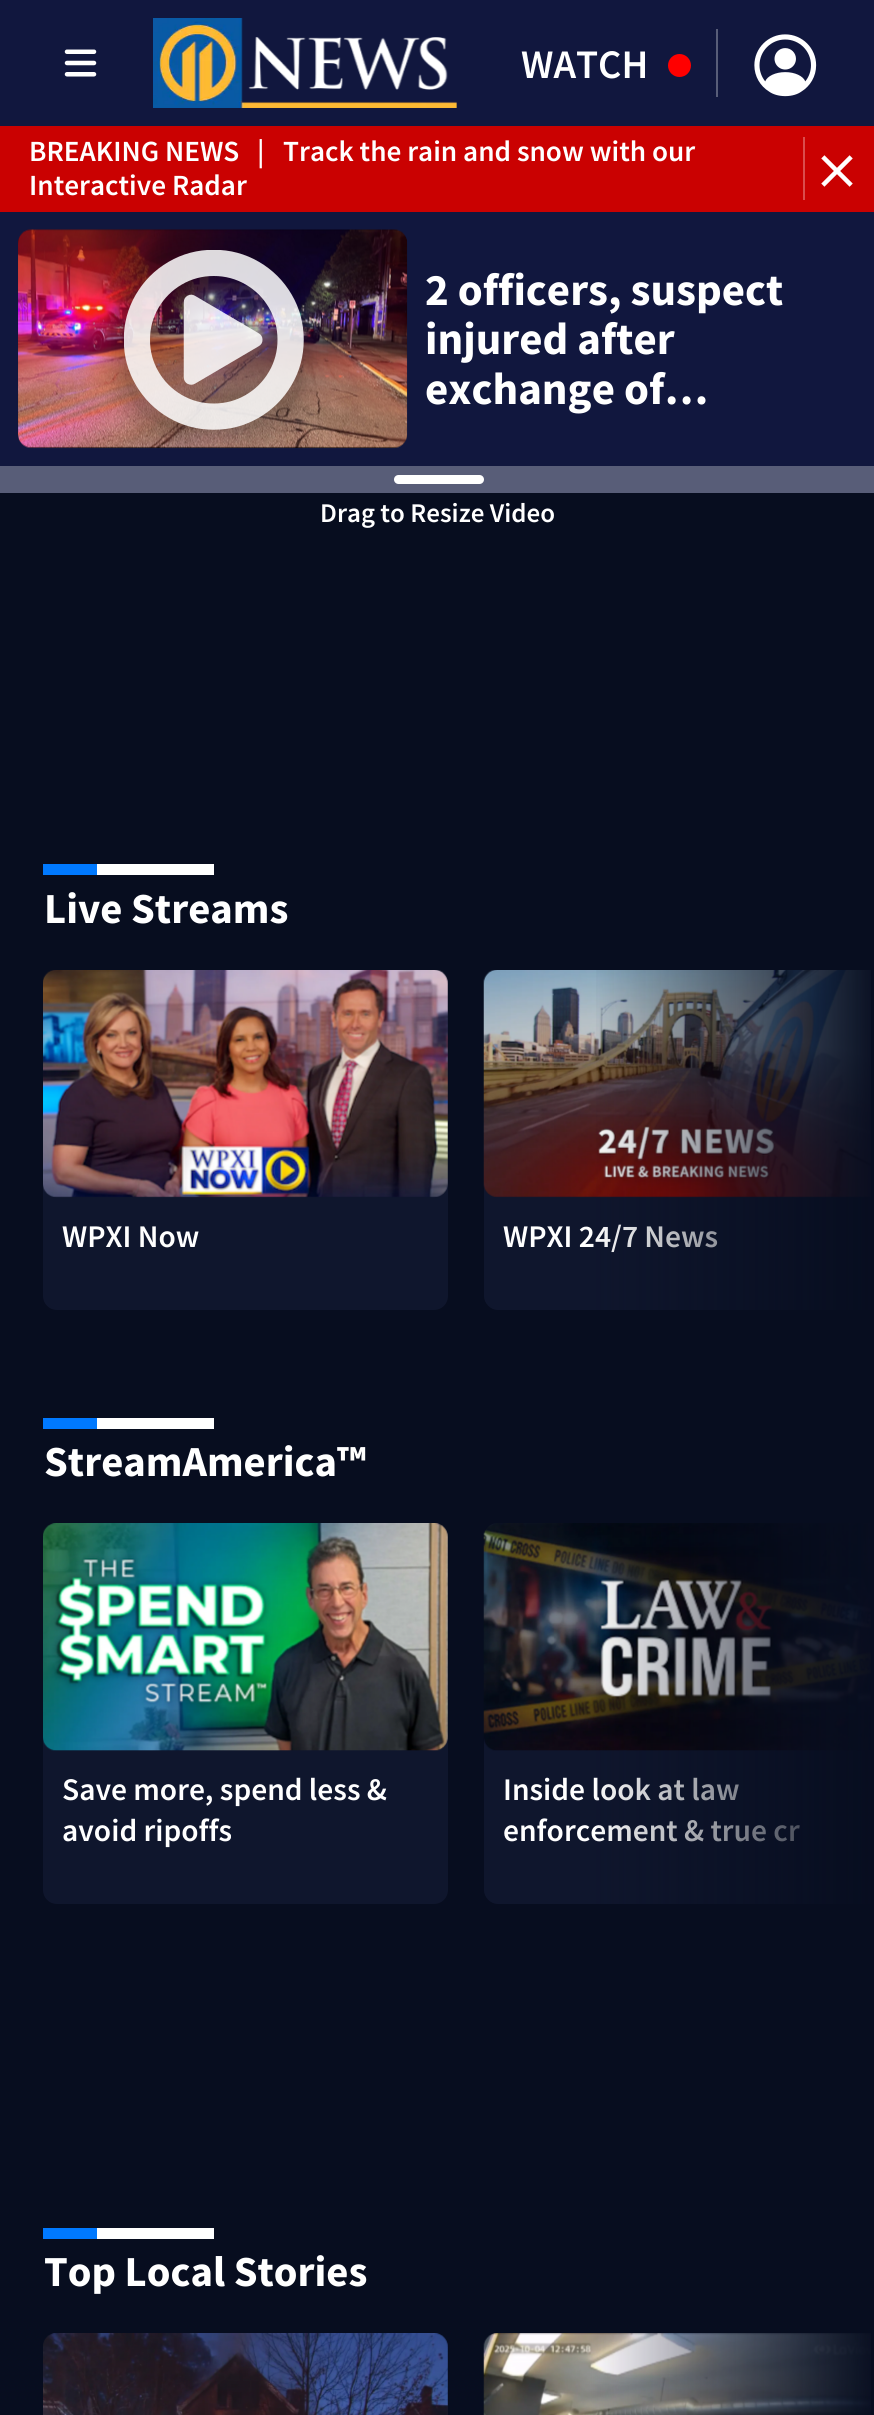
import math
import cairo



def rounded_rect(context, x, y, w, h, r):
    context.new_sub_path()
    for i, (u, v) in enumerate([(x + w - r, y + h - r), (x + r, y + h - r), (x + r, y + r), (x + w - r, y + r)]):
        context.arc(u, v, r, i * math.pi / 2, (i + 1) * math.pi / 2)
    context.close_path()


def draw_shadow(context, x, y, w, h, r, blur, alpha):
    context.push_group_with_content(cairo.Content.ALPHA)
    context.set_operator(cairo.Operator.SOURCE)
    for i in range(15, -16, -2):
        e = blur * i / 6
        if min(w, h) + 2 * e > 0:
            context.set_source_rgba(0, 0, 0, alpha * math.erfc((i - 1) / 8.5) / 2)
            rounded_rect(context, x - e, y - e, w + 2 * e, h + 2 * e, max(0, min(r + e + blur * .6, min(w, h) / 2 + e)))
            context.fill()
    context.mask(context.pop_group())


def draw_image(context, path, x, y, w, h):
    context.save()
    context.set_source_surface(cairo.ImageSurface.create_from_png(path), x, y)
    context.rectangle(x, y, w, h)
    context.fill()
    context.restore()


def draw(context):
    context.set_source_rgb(7 / 255, 13 / 255, 31 / 255)
    context.paint()
    context.set_source_rgb(17 / 255, 23 / 255, 62 / 255)
    context.rectangle(0, 0, 874, 126)
    context.fill()
    draw_image(context, "images/1.png", 64, 49, 33, 28)
    draw_image(context, "images/2.png", 153, 18, 304, 90)
    context.set_source_rgb(1, 0, 0)
    context.arc(679.5, 65.5, 11.5, 0, 2 * math.pi)
    context.fill()
    context.set_source_rgb(88 / 255, 93 / 255, 120 / 255)
    context.rectangle(716, 29, 2, 68)
    context.fill()
    draw_image(context, "images/3.png", 754, 34, 63, 63)
    context.set_source_rgb(202 / 255, 1 / 255, 1 / 255)
    context.rectangle(0, 126, 874, 86)
    context.fill()
    context.set_source_rgb(218 / 255, 77 / 255, 77 / 255)
    context.rectangle(803, 137, 2, 63)
    context.fill()
    draw_image(context, "images/4.png", 821, 155, 32, 32)
    context.set_source_rgb(17 / 255, 23 / 255, 62 / 255)
    context.rectangle(0, 212, 874, 254)
    context.fill()
    context.set_source_rgb(0, 0, 0)
    rounded_rect(context, 18, 230, 389, 218, 14)
    context.fill()
    draw_image(context, "images/5.png", 18, 229, 390, 220)
    context.save()
    rounded_rect(context, 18, 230, 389, 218, 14)
    context.clip()
    context.set_fill_rule(cairo.FillRule.EVEN_ODD)
    context.new_path()
    context.move_to(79, 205)
    context.line_to(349, 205)
    context.line_to(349, 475)
    context.line_to(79, 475)
    context.close_path()
    context.move_to(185, 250)
    context.line_to(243, 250)
    context.curve_to(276.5, 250, 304, 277.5, 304, 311)
    context.line_to(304, 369)
    context.curve_to(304, 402.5, 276.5, 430, 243, 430)
    context.line_to(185, 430)
    context.curve_to(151.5, 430, 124, 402.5, 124, 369)
    context.line_to(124, 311)
    context.curve_to(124, 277.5, 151.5, 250, 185, 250)
    context.close_path()
    context.clip()
    context.set_source_rgb(0, 0, 0)
    draw_shadow(context, 113, 239, 202, 202, 72, 11, 0.21)
    context.restore()
    context.set_source_rgba(0, 0, 0, 0.21)
    rounded_rect(context, 124, 250, 180, 180, 61)
    context.fill()
    draw_image(context, "images/6.png", 124, 250, 180, 180)
    context.set_source_rgb(88 / 255, 93 / 255, 120 / 255)
    context.rectangle(0, 466, 874, 27)
    context.fill()
    context.set_source_rgb(1, 1, 1)
    rounded_rect(context, 394, 475, 90, 9, 4.5)
    context.fill()
    context.rectangle(97, 864, 117, 11)
    context.fill()
    context.set_source_rgb(0, 121 / 255, 1)
    context.rectangle(43, 864, 54, 11)
    context.fill()
    context.set_source_rgb(15 / 255, 22 / 255, 45 / 255)
    rounded_rect(context, 43, 970, 405, 340, 14)
    context.fill()
    draw_image(context, "images/7.png", 43, 970, 405, 228)
    context.new_path()
    context.move_to(498, 970)
    context.line_to(871, 970)
    context.line_to(871, 1310)
    context.line_to(498, 1310)
    context.curve_to(490.5, 1310, 484, 1303.5, 484, 1296)
    context.line_to(484, 984)
    context.curve_to(484, 976.5, 490.5, 970, 498, 970)
    context.close_path()
    context.fill()
    draw_image(context, "images/8.png", 483, 970, 388, 228)
    context.set_source_rgb(1, 1, 1)
    context.rectangle(97, 1418, 117, 11)
    context.fill()
    context.set_source_rgb(0, 121 / 255, 1)
    context.rectangle(43, 1418, 54, 11)
    context.fill()
    context.set_source_rgb(15 / 255, 22 / 255, 45 / 255)
    rounded_rect(context, 43, 1523, 405, 381, 14)
    context.fill()
    draw_image(context, "images/9.png", 43, 1523, 405, 228)
    context.new_path()
    context.move_to(498, 1523)
    context.line_to(871, 1523)
    context.line_to(871, 1904)
    context.line_to(498, 1904)
    context.curve_to(490.5, 1904, 484, 1897.5, 484, 1890)
    context.line_to(484, 1537)
    context.curve_to(484, 1529.5, 490.5, 1523, 498, 1523)
    context.close_path()
    context.fill()
    draw_image(context, "images/10.png", 483, 1523, 388, 228)
    context.set_source_rgb(1, 1, 1)
    context.rectangle(97, 2228, 117, 11)
    context.fill()
    context.set_source_rgb(0, 121 / 255, 1)
    context.rectangle(43, 2228, 54, 11)
    context.fill()
    context.set_source_rgb(15 / 255, 22 / 255, 45 / 255)
    rounded_rect(context, 43, 2333, 405, 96, 14)
    context.fill()
    draw_image(context, "images/11.png", 43, 2333, 405, 82)
    draw_image(context, "images/12.png", 483, 2333, 388, 82)
    context.select_font_face("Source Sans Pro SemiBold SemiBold")
    context.set_font_size(40.5)
    context.set_source_rgb(1, 1, 1)
    context.move_to(521, 78)
    context.show_text("WATCH")
    context.set_font_size(29.25)
    context.move_to(29, 161)
    context.show_text("BREAKING NEWS")
    context.move_to(257, 161)
    context.show_text("|")
    context.move_to(283, 161)
    context.show_text("Track the rain and snow with our")
    context.move_to(29, 195)
    context.show_text("Interactive Radar")
    context.select_font_face("Source Sans Pro", cairo.FontSlant.NORMAL, cairo.FontWeight.BOLD)
    context.set_font_size(45)
    context.move_to(425, 305)
    context.show_text("2 officers, suspect")
    context.move_to(425, 354)
    context.show_text("injured after")
    context.move_to(425, 404)
    context.show_text("exchange of…")
    context.select_font_face("Source Sans Pro SemiBold SemiBold")
    context.set_font_size(27)
    context.move_to(320, 522)
    context.show_text("Drag to Resize Video")
    context.select_font_face("Source Sans Pro", cairo.FontSlant.NORMAL, cairo.FontWeight.BOLD)
    context.set_font_size(42.75)
    context.move_to(44, 923)
    context.show_text("Live Streams")
    context.select_font_face("Source Sans Pro SemiBold SemiBold")
    context.set_font_size(31.5)
    context.move_to(62, 1247)
    context.show_text("WPXI Now")
    context.move_to(503, 1247)
    context.show_text("WPXI 24/7 News")
    gradient = cairo.LinearGradient(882, 1169, 590, 1169)
    gradient.add_color_stop_rgba(0, 7 / 255, 13 / 255, 31 / 255, 1)
    gradient.add_color_stop_rgba(1, 7 / 255, 13 / 255, 31 / 255, 0)
    context.set_source(gradient)
    context.rectangle(596, 970, 275, 340)
    context.fill()
    context.select_font_face("Source Sans Pro", cairo.FontSlant.NORMAL, cairo.FontWeight.BOLD)
    context.set_font_size(42.75)
    context.set_source_rgb(1, 1, 1)
    context.move_to(44, 1476)
    context.show_text("StreamAmerica™")
    context.select_font_face("Source Sans Pro SemiBold SemiBold")
    context.set_font_size(31.5)
    context.move_to(62, 1800)
    context.show_text("Save more, spend less &")
    context.move_to(62, 1841)
    context.show_text("avoid ripoffs")
    context.move_to(503, 1800)
    context.show_text("Inside look at law")
    context.move_to(503, 1841)
    context.show_text("enforcement & true cr")
    gradient = cairo.LinearGradient(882, 1743, 590, 1743)
    gradient.add_color_stop_rgba(0, 7 / 255, 13 / 255, 31 / 255, 1)
    gradient.add_color_stop_rgba(1, 7 / 255, 13 / 255, 31 / 255, 0)
    context.set_source(gradient)
    context.rectangle(596, 1523, 275, 381)
    context.fill()
    context.select_font_face("Source Sans Pro", cairo.FontSlant.NORMAL, cairo.FontWeight.BOLD)
    context.set_font_size(42.75)
    context.set_source_rgb(1, 1, 1)
    context.move_to(44, 2286)
    context.show_text("Top Local Stories")


surface = cairo.ImageSurface(cairo.Format.RGB24, 874, 2415)
context = cairo.Context(surface)
options = cairo.FontOptions()
options.set_hint_metrics(cairo.HintMetrics.OFF)
options.set_hint_style(cairo.HintStyle.NONE)
context.set_font_options(options)
context.set_miter_limit(4)
draw(context)
surface.write_to_png("out.png")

*TASK REQUIREMENTS*.
Collect the lines of the records that include the string "blur".

*OUTPUT FOR THIS TASK*.
def draw_shadow(context, x, y, w, h, r, blur, alpha):
        e = blur * i / 6
            rounded_rect(context, x - e, y - e, w + 2 * e, h + 2 * e, max(0, min(r + e + blur * .6, min(w, h) / 2 + e)))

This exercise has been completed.